Data items:
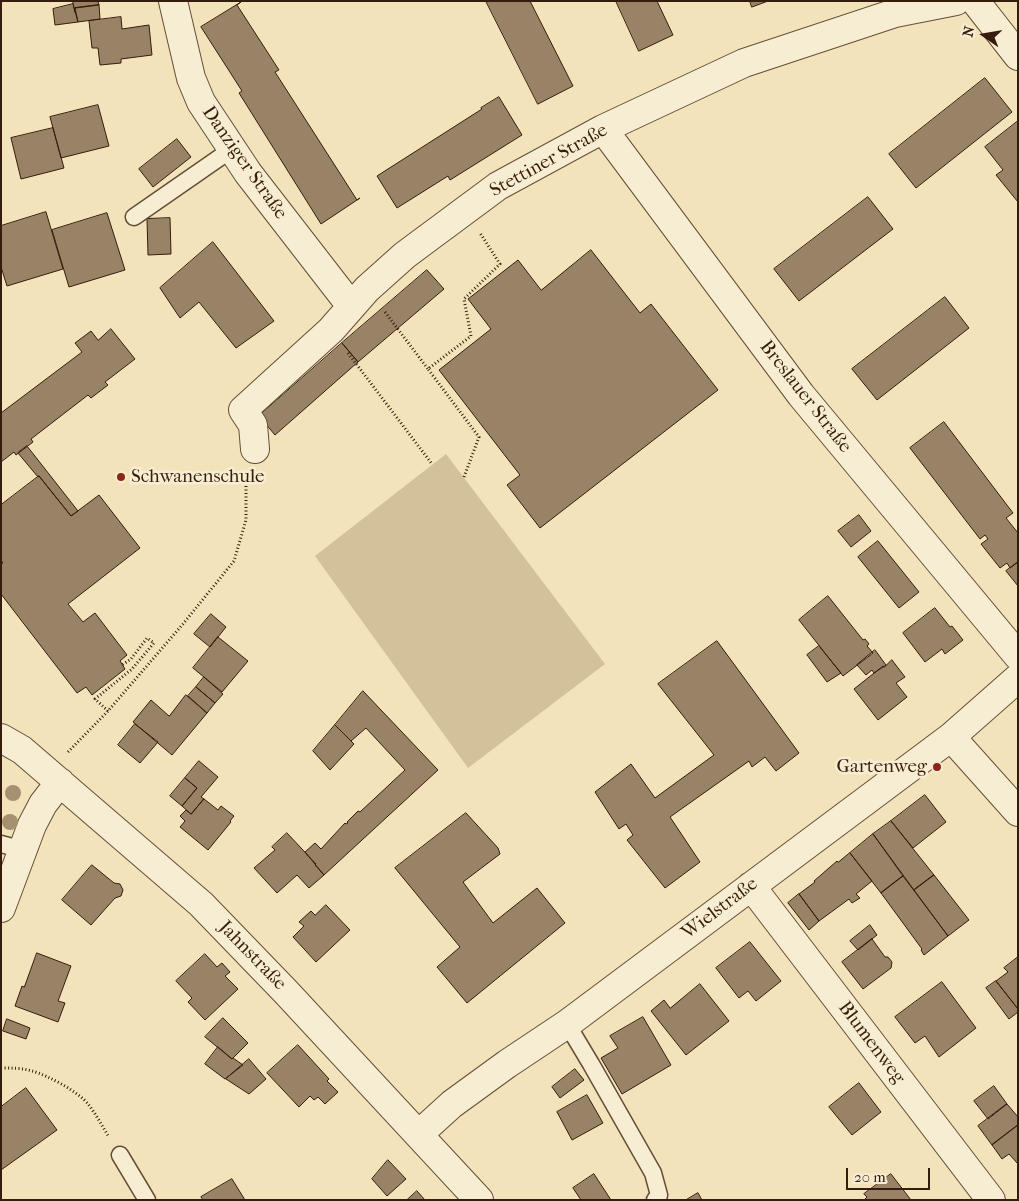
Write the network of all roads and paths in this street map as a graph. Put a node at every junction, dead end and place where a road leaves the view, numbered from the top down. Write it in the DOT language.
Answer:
graph roads {
  1 [pos="173,1"];
  2 [pos="956,1"];
  3 [pos="976,1"];
  4 [pos="1018,56"];
  5 [pos="603,129"];
  6 [pos="232,149"];
  7 [pos="466,210"];
  8 [pos="134,217"];
  9 [pos="359,298"];
  10 [pos="331,330"];
  11 [pos="428,370"];
  12 [pos="255,449"];
  13 [pos="432,464"];
  14 [pos="246,475"];
  15 [pos="464,477"];
  16 [pos="1018,656"];
  17 [pos="122,665"];
  18 [pos="1018,678"];
  19 [pos="108,711"];
  20 [pos="951,737"];
  21 [pos="1,738"];
  22 [pos="69,751"];
  23 [pos="60,782"];
  24 [pos="1018,812"];
  25 [pos="12,847"];
  26 [pos="751,886"];
  27 [pos="1,908"];
  28 [pos="567,1024"];
  29 [pos="1,1068"];
  30 [pos="419,1134"];
  31 [pos="120,1154"];
  32 [pos="147,1200"];
  33 [pos="479,1200"];
  34 [pos="655,1200"];
  35 [pos="991,1200"];
  1 -- 6 [label="street, Danziger Straße"];
  2 -- 5 [label="street, Stettiner Straße"];
  3 -- 4 [label="street"];
  5 -- 7 [label="street, Stettiner Straße"];
  5 -- 16 [label="street, Breslauer Straße"];
  6 -- 8 [label="lane"];
  6 -- 9 [label="street, Danziger Straße"];
  7 -- 9 [label="street, Stettiner Straße"];
  7 -- 11 [label="path"];
  9 -- 10 [label="street, Stettiner Straße"];
  9 -- 11 [label="path"];
  10 -- 12 [label="street, Stettiner Straße"];
  10 -- 13 [label="path"];
  11 -- 15 [label="path"];
  14 -- 19 [label="path"];
  17 -- 19 [label="path"];
  18 -- 20 [label="street, Wielstraße"];
  19 -- 22 [label="path"];
  20 -- 24 [label="street"];
  20 -- 26 [label="street, Wielstraße"];
  21 -- 23 [label="street, Jahnstraße"];
  23 -- 25 [label="street"];
  23 -- 30 [label="street, Jahnstraße"];
  25 -- 27 [label="street"];
  26 -- 28 [label="street, Wielstraße"];
  26 -- 35 [label="street, Blumenweg"];
  28 -- 30 [label="street, Wielstraße"];
  28 -- 34 [label="lane"];
  29 -- 31 [label="path"];
  30 -- 33 [label="street, Jahnstraße"];
  31 -- 32 [label="lane"];
}
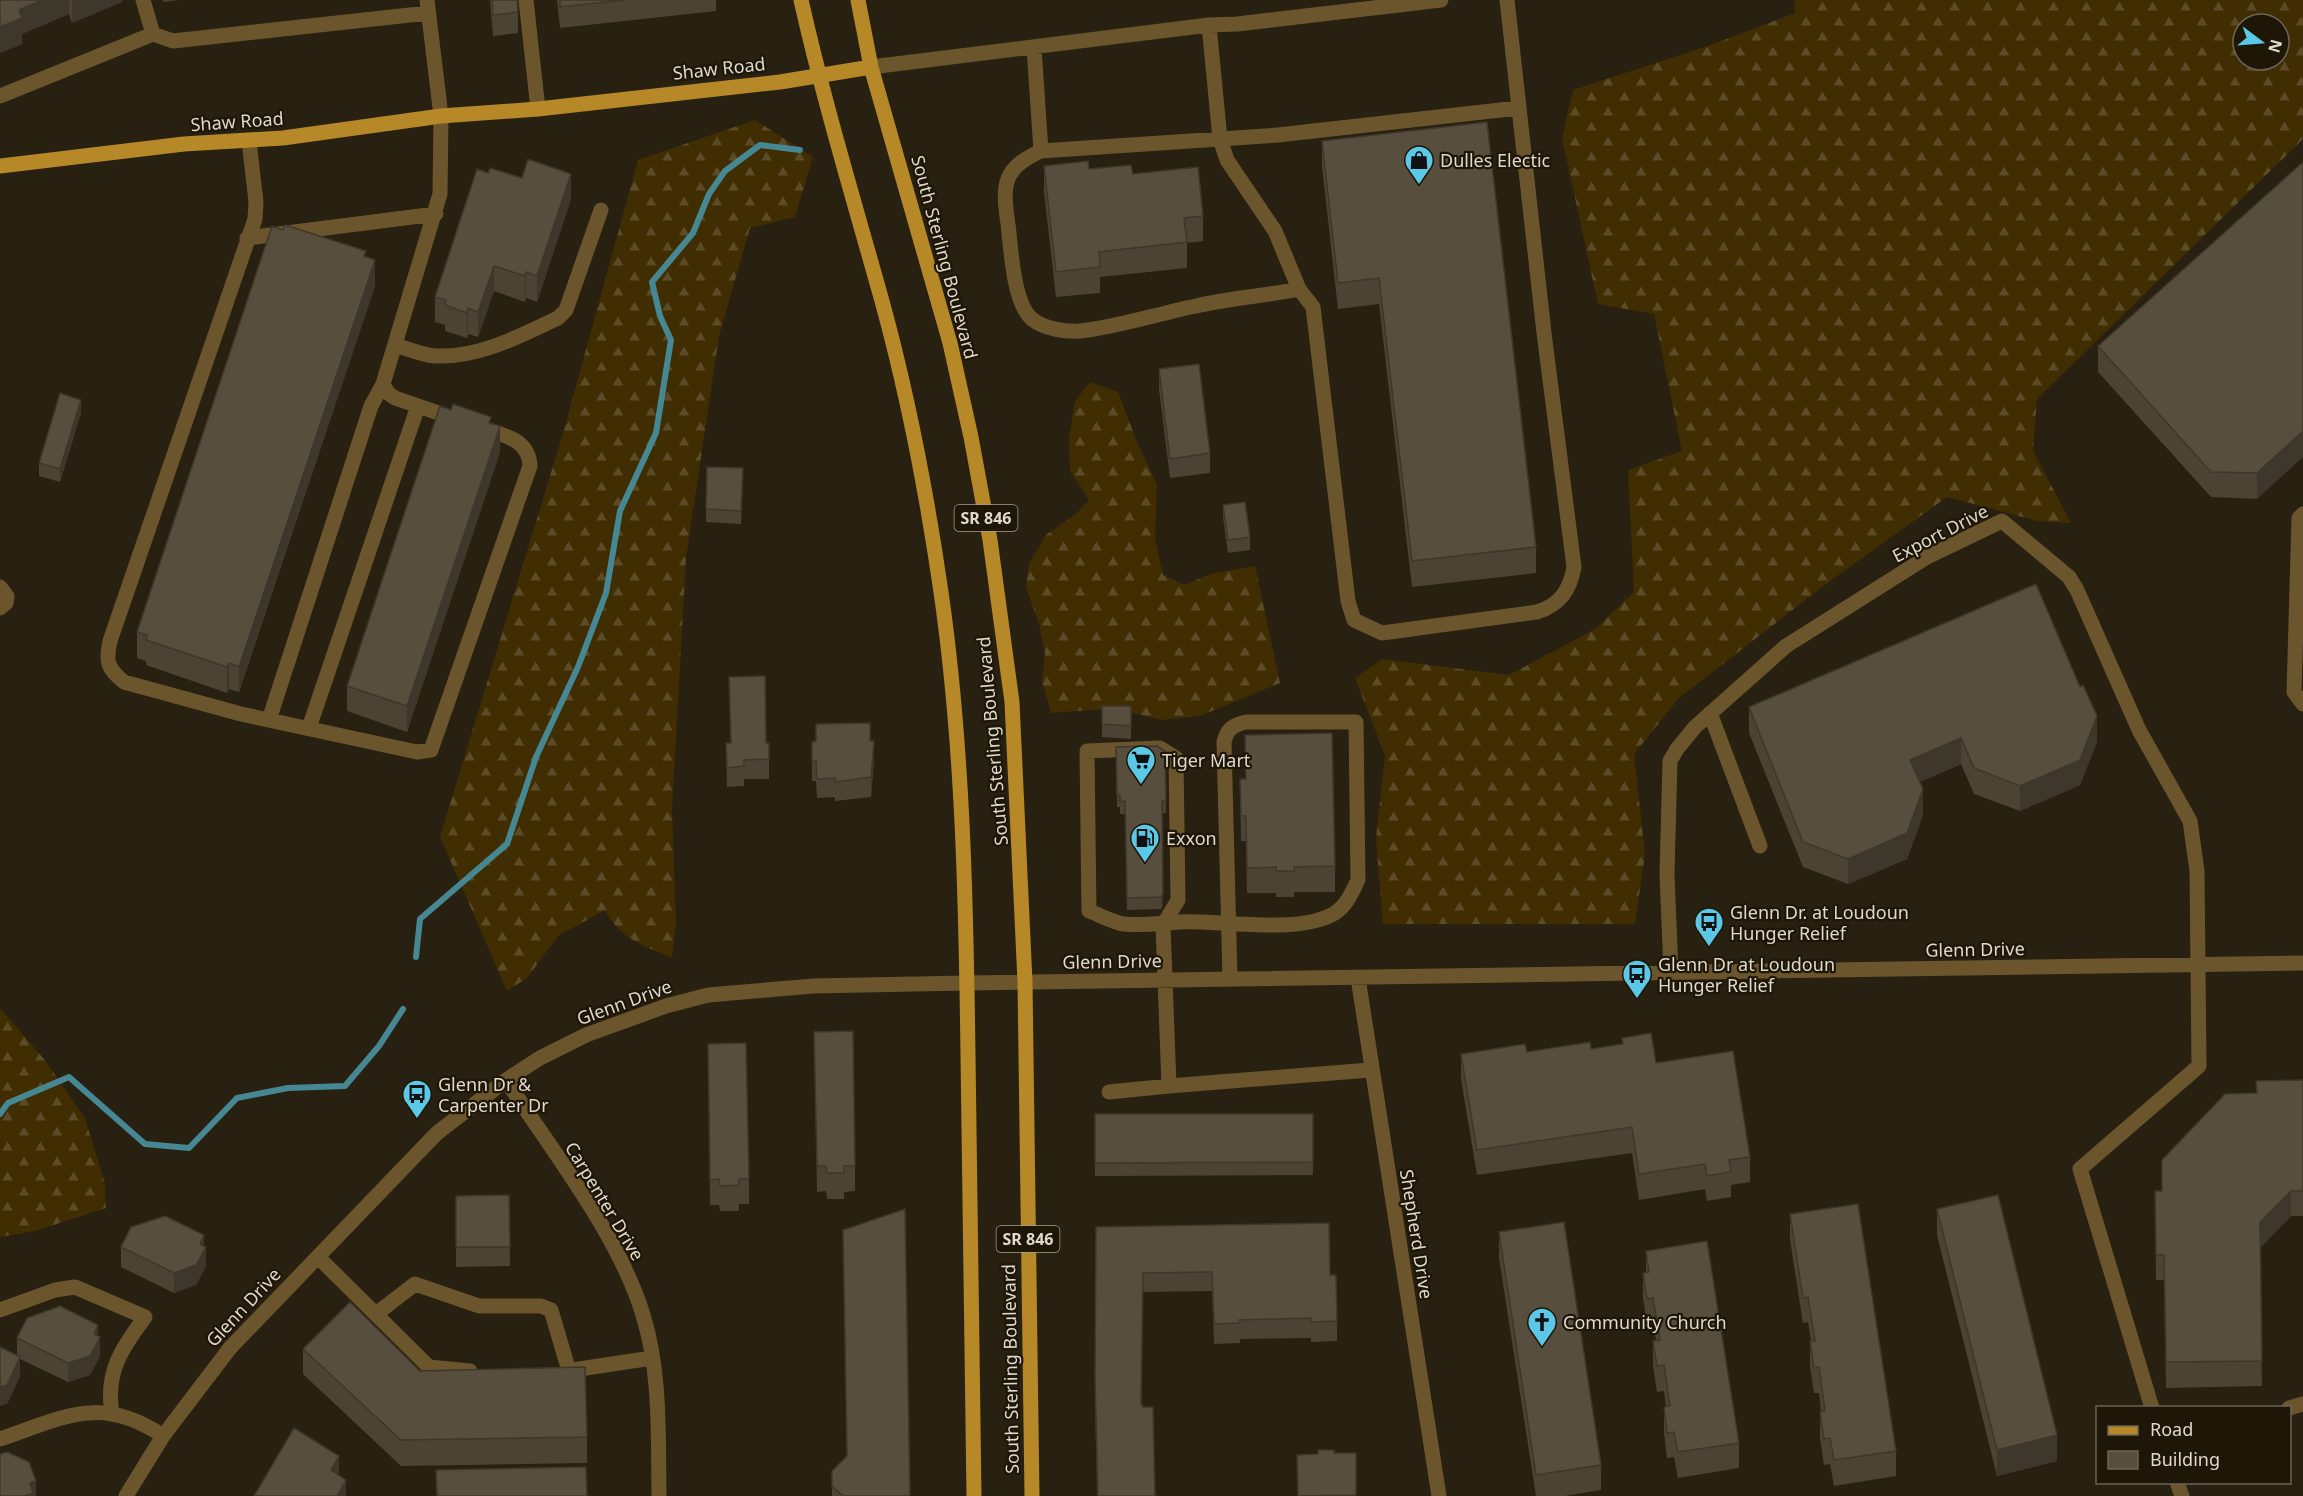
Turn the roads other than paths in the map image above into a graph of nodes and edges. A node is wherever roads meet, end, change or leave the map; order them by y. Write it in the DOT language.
graph roads {
  1 [pos="142,0"];
  2 [pos="529,0"];
  3 [pos="801,0"];
  4 [pos="858,0"];
  5 [pos="1441,0"];
  6 [pos="1507,0"];
  7 [pos="427,7"];
  8 [pos="1209,25"];
  9 [pos="153,34"];
  10 [pos="1034,48"];
  11 [pos="871,67"];
  12 [pos="818,75"];
  13 [pos="0,96"];
  14 [pos="1518,108"];
  15 [pos="538,109"];
  16 [pos="441,116"];
  17 [pos="1220,139"];
  18 [pos="249,141"];
  19 [pos="1041,152"];
  20 [pos="0,166"];
  21 [pos="601,210"];
  22 [pos="436,214"];
  23 [pos="247,238"];
  24 [pos="1299,289"];
  25 [pos="395,345"];
  26 [pos="383,384"];
  27 [pos="418,406"];
  28 [pos="2303,514"];
  29 [pos="0,587"];
  30 [pos="0,608"];
  31 [pos="2303,704"];
  32 [pos="1710,713"];
  33 [pos="269,720"];
  34 [pos="309,728"];
  35 [pos="1760,846"];
  36 [pos="1163,925"];
  37 [pos="1228,925"];
  38 [pos="2303,963"];
  39 [pos="2199,965"];
  40 [pos="1671,972"];
  41 [pos="1358,978"];
  42 [pos="1163,980"];
  43 [pos="1230,980"];
  44 [pos="967,982"];
  45 [pos="1025,982"];
  46 [pos="1370,1070"];
  47 [pos="506,1080"];
  48 [pos="1169,1086"];
  49 [pos="1109,1092"];
  50 [pos="318,1257"];
  51 [pos="0,1310"];
  52 [pos="376,1314"];
  53 [pos="652,1358"];
  54 [pos="488,1371"];
  55 [pos="546,1371"];
  56 [pos="569,1371"];
  57 [pos="2152,1406"];
  58 [pos="111,1413"];
  59 [pos="163,1436"];
  60 [pos="0,1439"];
  61 [pos="126,1496"];
  62 [pos="659,1496"];
  63 [pos="975,1496"];
  64 [pos="1032,1496"];
  65 [pos="1439,1496"];
  1 -- 9 [label="street"];
  2 -- 15 [label="street"];
  3 -- 12 [label="main road, South Sterling Boulevard / SR 846"];
  4 -- 11 [label="main road, South Sterling Boulevard / SR 846"];
  5 -- 8 [label="street, Shaw Road"];
  6 -- 14 [label="street"];
  7 -- 9 [label="street"];
  7 -- 16 [label="street"];
  8 -- 10 [label="street, Shaw Road"];
  8 -- 17 [label="street"];
  9 -- 13 [label="street"];
  10 -- 11 [label="street, Shaw Road"];
  10 -- 19 [label="street"];
  11 -- 12 [label="main road, Shaw Road"];
  11 -- 45 [label="main road, South Sterling Boulevard / SR 846"];
  12 -- 15 [label="main road, Shaw Road"];
  12 -- 44 [label="main road, South Sterling Boulevard / SR 846"];
  14 -- 17 [label="street"];
  14 -- 24 [label="street"];
  15 -- 16 [label="main road, Shaw Road"];
  16 -- 18 [label="main road, Shaw Road"];
  16 -- 22 [label="street"];
  17 -- 19 [label="street"];
  17 -- 24 [label="street"];
  18 -- 20 [label="main road, Shaw Road"];
  18 -- 23 [label="street"];
  19 -- 24 [label="street"];
  21 -- 25 [label="street"];
  22 -- 23 [label="street"];
  22 -- 25 [label="street"];
  23 -- 33 [label="street"];
  25 -- 26 [label="street"];
  26 -- 27 [label="street"];
  26 -- 33 [label="street"];
  27 -- 34 [label="street"];
  27 -- 34 [label="street"];
  28 -- 31 [label="street"];
  29 -- 30 [label="street"];
  32 -- 35 [label="street"];
  32 -- 39 [label="street, Export Drive"];
  32 -- 40 [label="street, Export Drive"];
  33 -- 34 [label="street"];
  36 -- 36 [label="street"];
  36 -- 37 [label="street"];
  36 -- 42 [label="street"];
  37 -- 37 [label="street"];
  37 -- 43 [label="street"];
  38 -- 39 [label="street, Glenn Drive"];
  39 -- 40 [label="street, Glenn Drive"];
  39 -- 57 [label="street"];
  40 -- 41 [label="street, Glenn Drive"];
  41 -- 43 [label="street, Glenn Drive"];
  41 -- 46 [label="street, Shepherd Drive"];
  42 -- 43 [label="street, Glenn Drive"];
  42 -- 45 [label="street, Glenn Drive"];
  42 -- 48 [label="street"];
  44 -- 45 [label="street, Glenn Drive"];
  44 -- 47 [label="street, Glenn Drive"];
  44 -- 63 [label="main road, South Sterling Boulevard / SR 846"];
  45 -- 64 [label="main road, South Sterling Boulevard / SR 846"];
  46 -- 48 [label="street"];
  46 -- 65 [label="street, Shepherd Drive"];
  47 -- 50 [label="street, Glenn Drive"];
  47 -- 53 [label="street, Carpenter Drive"];
  48 -- 49 [label="street"];
  50 -- 52 [label="street"];
  50 -- 59 [label="street, Glenn Drive"];
  51 -- 58 [label="street"];
  52 -- 54 [label="street"];
  52 -- 56 [label="street"];
  53 -- 56 [label="street"];
  53 -- 62 [label="street, Carpenter Drive"];
  55 -- 56 [label="street"];
  58 -- 59 [label="street"];
  58 -- 60 [label="street"];
  59 -- 61 [label="street, Glenn Drive"];
}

**TO DO**
A complete answer lists each line of the data that holds the word "graph".

**ANSWER BELOW**
Write the network of all roads and paths in this street map as a graph. Put a node at every junction, dead end and place where a road leaves the view, numbered from the top down. Write it in the DOT language.
graph roads {
Turn the roads other than paths in the map image above into a graph of nodes and edges. A node is wherever roads meet, end, change or leave the map; order them by y. Write it in the DOT language.
graph roads {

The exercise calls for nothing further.